(Stored data)
▼▼▼

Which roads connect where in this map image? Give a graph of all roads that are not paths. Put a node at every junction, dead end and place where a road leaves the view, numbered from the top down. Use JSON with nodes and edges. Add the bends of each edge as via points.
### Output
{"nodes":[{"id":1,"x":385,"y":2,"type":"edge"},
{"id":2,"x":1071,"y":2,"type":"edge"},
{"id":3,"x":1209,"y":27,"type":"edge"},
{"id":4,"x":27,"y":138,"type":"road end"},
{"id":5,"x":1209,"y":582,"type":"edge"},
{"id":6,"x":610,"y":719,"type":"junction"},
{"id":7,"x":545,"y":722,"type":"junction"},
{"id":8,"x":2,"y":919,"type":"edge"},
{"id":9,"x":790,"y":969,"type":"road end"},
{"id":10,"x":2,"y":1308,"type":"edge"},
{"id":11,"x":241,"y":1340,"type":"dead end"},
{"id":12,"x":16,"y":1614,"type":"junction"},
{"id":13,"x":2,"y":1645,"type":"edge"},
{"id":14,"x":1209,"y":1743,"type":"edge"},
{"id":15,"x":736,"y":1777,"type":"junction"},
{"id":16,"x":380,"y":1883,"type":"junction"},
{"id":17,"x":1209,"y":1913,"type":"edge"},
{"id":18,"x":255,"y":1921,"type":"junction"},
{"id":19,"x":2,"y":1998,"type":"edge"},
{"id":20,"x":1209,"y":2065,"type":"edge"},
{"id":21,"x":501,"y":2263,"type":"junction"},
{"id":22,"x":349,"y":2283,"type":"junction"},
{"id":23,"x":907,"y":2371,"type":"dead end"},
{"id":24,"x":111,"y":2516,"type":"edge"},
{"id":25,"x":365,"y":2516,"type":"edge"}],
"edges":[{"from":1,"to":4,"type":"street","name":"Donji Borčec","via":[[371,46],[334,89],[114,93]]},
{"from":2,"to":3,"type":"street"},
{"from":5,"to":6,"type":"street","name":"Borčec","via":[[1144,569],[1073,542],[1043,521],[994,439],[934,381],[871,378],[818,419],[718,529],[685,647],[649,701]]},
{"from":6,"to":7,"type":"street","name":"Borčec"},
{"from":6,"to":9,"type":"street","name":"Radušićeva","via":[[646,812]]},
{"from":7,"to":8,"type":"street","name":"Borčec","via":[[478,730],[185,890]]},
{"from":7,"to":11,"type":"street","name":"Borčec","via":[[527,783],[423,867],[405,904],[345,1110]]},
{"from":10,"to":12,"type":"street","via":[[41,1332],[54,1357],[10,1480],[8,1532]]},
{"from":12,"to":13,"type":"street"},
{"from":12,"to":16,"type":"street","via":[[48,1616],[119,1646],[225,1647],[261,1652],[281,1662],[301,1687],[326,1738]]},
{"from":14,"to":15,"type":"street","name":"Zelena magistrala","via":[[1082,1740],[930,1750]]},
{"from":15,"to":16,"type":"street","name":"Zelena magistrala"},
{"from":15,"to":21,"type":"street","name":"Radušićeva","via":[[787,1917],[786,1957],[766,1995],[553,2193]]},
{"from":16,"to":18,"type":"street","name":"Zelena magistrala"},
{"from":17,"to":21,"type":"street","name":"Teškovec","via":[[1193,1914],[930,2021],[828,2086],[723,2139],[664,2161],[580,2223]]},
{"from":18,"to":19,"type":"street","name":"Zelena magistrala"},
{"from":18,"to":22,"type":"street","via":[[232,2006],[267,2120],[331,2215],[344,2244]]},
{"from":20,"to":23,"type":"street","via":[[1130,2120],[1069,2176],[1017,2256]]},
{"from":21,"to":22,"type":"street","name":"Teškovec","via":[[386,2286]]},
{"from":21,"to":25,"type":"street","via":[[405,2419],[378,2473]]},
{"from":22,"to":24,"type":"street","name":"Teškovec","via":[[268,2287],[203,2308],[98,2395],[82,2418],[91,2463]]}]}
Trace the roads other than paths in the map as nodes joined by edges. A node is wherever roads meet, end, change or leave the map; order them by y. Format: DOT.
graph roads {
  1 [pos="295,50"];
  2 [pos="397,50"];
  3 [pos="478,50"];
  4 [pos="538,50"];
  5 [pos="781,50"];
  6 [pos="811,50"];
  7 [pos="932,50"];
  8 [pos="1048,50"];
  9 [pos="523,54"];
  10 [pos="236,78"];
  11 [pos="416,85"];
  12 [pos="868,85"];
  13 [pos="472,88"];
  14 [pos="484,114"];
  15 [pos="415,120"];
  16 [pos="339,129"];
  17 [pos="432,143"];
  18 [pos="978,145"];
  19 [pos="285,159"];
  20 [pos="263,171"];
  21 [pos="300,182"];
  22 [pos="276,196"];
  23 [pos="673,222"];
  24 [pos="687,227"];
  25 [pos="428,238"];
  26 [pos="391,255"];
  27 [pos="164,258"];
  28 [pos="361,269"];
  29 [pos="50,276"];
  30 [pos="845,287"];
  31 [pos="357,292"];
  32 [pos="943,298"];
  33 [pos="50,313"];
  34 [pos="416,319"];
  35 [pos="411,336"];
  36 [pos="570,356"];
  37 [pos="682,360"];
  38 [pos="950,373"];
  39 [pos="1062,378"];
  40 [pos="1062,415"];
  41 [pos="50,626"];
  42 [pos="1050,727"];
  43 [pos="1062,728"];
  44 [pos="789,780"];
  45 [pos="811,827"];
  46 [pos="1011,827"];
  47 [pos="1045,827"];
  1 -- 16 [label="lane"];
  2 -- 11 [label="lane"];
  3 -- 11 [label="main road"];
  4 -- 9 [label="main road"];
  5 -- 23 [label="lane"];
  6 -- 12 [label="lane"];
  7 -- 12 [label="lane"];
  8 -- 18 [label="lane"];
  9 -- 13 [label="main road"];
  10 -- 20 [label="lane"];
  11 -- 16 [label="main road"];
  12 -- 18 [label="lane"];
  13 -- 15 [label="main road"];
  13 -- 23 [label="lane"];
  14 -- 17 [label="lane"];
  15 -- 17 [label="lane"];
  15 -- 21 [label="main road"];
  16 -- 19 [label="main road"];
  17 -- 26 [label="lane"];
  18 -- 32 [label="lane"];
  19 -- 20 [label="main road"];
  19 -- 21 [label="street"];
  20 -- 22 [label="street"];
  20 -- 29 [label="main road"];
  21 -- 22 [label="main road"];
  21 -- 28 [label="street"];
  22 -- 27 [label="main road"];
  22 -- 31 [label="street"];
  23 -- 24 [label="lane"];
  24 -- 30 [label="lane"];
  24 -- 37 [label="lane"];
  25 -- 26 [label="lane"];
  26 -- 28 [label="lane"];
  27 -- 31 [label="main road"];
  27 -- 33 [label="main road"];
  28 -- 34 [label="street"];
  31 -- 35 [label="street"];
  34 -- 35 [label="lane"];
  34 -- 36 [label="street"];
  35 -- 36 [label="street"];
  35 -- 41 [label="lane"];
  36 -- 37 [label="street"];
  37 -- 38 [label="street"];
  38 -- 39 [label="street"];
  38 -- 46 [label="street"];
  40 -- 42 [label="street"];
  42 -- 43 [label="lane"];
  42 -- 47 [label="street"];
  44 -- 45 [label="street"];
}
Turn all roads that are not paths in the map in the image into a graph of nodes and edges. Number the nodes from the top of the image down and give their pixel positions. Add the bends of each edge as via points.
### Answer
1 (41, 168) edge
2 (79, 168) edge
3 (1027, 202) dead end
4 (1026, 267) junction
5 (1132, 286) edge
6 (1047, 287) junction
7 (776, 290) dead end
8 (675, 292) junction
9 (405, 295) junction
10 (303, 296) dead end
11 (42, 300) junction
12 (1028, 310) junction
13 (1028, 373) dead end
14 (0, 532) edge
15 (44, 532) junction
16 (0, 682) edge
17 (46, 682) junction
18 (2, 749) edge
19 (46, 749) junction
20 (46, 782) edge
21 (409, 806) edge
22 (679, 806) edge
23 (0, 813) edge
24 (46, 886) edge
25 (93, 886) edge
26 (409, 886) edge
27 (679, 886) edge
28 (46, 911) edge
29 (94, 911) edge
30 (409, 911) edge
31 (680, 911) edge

▲▲▲

▶ **Exercise description**:
The response must contain each line above that holds the string "roads".

▶ **Answer to this exercise**:
Which roads connect where in this map image? Give a graph of all roads that are not paths. Put a node at every junction, dead end and place where a road leaves the view, numbered from the top down. Use JSON with nodes and edges. Add the bends of each edge as via points.
Trace the roads other than paths in the map as nodes joined by edges. A node is wherever roads meet, end, change or leave the map; order them by y. Format: DOT.
graph roads {
Turn all roads that are not paths in the map in the image into a graph of nodes and edges. Number the nodes from the top of the image down and give their pixel positions. Add the bends of each edge as via points.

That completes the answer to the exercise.